(Dataset entries)
· · · ·
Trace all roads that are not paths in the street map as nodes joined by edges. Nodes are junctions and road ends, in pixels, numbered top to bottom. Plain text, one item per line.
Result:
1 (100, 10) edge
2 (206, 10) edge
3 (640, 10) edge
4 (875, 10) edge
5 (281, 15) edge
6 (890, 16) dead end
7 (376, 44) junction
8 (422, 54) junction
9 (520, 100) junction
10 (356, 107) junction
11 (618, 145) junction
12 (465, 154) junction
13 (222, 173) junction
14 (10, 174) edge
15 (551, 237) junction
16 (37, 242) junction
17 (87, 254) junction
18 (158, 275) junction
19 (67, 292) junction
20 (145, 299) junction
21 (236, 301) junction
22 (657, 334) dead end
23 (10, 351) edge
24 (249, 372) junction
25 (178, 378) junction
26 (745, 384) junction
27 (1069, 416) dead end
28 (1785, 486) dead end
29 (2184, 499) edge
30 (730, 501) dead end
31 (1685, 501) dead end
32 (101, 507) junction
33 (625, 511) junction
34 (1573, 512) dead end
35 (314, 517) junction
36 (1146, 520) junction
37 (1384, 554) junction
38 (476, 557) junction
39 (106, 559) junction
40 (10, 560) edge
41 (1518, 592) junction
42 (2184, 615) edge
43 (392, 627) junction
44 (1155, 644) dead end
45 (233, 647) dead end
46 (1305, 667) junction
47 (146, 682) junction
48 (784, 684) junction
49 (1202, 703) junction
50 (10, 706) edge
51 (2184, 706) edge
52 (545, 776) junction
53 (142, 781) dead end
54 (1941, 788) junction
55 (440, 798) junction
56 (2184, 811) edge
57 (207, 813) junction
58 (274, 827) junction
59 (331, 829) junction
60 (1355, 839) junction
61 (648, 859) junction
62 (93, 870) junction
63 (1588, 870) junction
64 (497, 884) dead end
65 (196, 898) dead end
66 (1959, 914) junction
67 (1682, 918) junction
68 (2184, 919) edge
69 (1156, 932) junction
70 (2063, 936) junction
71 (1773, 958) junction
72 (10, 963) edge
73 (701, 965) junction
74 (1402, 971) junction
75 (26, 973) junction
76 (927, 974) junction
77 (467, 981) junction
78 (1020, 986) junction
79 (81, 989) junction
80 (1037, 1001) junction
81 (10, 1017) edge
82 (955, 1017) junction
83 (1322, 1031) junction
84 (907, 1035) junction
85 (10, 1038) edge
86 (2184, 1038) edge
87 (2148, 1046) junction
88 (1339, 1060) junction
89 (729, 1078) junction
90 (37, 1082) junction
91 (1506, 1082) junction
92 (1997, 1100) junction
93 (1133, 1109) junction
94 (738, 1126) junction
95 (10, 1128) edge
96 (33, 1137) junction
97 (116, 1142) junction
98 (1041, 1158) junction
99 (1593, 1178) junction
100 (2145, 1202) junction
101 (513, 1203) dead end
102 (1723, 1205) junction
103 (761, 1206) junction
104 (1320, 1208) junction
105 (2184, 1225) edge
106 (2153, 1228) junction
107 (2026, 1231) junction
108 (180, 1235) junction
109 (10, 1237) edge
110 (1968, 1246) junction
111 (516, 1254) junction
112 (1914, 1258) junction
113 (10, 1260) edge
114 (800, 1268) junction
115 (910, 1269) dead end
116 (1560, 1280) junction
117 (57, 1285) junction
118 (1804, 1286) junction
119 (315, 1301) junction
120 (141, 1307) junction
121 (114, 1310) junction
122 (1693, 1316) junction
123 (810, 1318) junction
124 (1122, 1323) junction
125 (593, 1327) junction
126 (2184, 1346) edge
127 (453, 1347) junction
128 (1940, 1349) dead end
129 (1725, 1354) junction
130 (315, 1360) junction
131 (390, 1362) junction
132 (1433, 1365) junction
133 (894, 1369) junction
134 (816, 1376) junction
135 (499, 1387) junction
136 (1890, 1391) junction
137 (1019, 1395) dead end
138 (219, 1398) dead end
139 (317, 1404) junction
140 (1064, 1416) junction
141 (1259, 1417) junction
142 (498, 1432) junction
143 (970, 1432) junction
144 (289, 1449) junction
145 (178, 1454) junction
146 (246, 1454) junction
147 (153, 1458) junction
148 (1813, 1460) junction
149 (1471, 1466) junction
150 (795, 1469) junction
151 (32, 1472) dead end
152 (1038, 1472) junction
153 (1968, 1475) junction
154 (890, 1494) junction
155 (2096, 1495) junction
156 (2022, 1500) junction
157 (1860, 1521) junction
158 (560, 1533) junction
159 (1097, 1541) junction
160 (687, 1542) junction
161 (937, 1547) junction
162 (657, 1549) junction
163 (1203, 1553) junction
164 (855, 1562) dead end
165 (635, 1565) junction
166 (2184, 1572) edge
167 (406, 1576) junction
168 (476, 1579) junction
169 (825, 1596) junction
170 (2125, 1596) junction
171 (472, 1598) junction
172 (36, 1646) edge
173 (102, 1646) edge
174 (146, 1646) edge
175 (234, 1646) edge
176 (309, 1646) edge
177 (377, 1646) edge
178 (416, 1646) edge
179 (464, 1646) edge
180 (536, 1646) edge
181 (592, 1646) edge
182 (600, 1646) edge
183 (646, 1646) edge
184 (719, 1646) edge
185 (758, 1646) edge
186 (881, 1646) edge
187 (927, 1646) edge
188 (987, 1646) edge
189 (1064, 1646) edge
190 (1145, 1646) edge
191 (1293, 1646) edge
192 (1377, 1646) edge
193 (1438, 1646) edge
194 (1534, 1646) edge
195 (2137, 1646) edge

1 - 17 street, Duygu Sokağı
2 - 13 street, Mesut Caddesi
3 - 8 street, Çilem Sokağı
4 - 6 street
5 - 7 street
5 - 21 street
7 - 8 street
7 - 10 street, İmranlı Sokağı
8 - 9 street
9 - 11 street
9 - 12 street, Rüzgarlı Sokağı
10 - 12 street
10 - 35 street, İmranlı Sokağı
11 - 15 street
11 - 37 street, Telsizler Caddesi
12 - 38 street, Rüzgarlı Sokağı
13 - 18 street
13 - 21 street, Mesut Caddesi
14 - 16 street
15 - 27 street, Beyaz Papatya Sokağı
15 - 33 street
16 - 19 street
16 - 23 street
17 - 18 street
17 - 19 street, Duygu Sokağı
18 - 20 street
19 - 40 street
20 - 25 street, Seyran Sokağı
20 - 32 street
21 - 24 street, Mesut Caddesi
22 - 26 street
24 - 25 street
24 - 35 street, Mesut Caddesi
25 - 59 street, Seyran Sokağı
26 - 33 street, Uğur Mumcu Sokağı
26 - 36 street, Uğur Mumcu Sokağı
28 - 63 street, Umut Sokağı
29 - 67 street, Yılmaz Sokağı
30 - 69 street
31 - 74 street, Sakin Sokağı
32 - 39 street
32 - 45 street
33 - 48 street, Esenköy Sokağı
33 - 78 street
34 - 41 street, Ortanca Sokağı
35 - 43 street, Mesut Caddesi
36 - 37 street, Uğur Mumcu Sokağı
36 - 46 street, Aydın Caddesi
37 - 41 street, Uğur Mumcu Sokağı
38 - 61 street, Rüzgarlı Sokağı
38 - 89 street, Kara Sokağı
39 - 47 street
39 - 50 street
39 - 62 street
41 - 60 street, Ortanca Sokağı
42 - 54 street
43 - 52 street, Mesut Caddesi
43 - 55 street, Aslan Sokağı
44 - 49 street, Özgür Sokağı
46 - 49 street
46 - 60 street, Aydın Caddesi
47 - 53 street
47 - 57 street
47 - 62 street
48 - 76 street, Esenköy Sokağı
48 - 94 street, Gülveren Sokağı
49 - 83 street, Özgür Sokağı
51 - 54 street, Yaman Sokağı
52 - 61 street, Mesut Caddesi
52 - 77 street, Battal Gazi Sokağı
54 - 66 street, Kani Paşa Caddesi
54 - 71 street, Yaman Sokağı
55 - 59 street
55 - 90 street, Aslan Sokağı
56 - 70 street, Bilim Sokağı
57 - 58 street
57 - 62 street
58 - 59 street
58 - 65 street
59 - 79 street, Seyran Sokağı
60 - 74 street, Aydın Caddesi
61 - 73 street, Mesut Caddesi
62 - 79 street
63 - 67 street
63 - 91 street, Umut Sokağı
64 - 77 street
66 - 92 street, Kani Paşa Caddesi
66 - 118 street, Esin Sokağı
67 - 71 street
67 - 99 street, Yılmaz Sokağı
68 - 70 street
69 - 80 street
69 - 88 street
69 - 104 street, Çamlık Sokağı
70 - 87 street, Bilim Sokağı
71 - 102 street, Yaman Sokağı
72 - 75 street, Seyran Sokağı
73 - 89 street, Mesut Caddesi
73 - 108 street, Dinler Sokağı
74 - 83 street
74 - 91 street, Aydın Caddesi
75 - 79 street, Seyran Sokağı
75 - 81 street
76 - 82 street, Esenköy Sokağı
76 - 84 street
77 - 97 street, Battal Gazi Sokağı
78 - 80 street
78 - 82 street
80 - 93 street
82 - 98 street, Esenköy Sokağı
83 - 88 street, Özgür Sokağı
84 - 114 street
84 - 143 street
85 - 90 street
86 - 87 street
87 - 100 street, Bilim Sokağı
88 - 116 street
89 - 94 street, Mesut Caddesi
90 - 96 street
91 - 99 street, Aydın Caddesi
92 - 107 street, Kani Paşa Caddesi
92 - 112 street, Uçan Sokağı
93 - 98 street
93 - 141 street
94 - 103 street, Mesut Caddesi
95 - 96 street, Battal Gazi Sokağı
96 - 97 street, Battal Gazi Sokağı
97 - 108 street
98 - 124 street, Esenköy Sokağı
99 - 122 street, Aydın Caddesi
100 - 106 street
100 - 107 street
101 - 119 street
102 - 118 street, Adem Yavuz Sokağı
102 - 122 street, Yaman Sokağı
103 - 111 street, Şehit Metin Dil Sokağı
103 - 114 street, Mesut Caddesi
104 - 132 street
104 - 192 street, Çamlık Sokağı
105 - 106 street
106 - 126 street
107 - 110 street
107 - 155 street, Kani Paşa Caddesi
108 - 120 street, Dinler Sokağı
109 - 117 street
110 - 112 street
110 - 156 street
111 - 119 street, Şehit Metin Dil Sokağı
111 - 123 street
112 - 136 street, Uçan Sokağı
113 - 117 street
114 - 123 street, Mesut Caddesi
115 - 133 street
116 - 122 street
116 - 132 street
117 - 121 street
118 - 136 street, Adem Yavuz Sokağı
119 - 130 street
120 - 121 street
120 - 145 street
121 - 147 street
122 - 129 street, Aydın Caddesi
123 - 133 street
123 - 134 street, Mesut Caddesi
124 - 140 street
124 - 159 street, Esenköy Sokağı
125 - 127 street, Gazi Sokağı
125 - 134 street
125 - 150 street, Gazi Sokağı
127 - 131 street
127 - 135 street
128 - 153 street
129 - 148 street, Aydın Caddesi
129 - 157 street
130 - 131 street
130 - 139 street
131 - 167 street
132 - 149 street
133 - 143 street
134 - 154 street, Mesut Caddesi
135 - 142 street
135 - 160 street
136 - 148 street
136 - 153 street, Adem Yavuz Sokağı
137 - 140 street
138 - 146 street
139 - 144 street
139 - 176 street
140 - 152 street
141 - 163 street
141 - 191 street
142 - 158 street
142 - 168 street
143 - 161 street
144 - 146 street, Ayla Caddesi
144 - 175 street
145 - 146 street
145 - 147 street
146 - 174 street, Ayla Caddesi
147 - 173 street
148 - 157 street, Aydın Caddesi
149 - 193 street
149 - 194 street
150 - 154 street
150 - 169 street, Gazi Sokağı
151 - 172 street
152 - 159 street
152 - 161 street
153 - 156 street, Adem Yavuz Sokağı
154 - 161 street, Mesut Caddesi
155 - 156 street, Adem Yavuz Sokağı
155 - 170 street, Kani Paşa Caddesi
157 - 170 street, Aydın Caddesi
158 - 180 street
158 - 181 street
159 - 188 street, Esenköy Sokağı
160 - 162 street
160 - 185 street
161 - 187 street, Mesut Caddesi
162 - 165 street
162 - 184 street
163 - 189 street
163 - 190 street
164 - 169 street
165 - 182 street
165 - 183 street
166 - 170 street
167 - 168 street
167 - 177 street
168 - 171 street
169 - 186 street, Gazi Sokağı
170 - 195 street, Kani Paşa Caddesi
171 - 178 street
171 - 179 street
· · · ·
#### [Work order]
Lines that contain "Adem" are the result; find them in the entries above and copy each one.

#### [Exercise output]
102 - 118 street, Adem Yavuz Sokağı
118 - 136 street, Adem Yavuz Sokağı
136 - 153 street, Adem Yavuz Sokağı
153 - 156 street, Adem Yavuz Sokağı
155 - 156 street, Adem Yavuz Sokağı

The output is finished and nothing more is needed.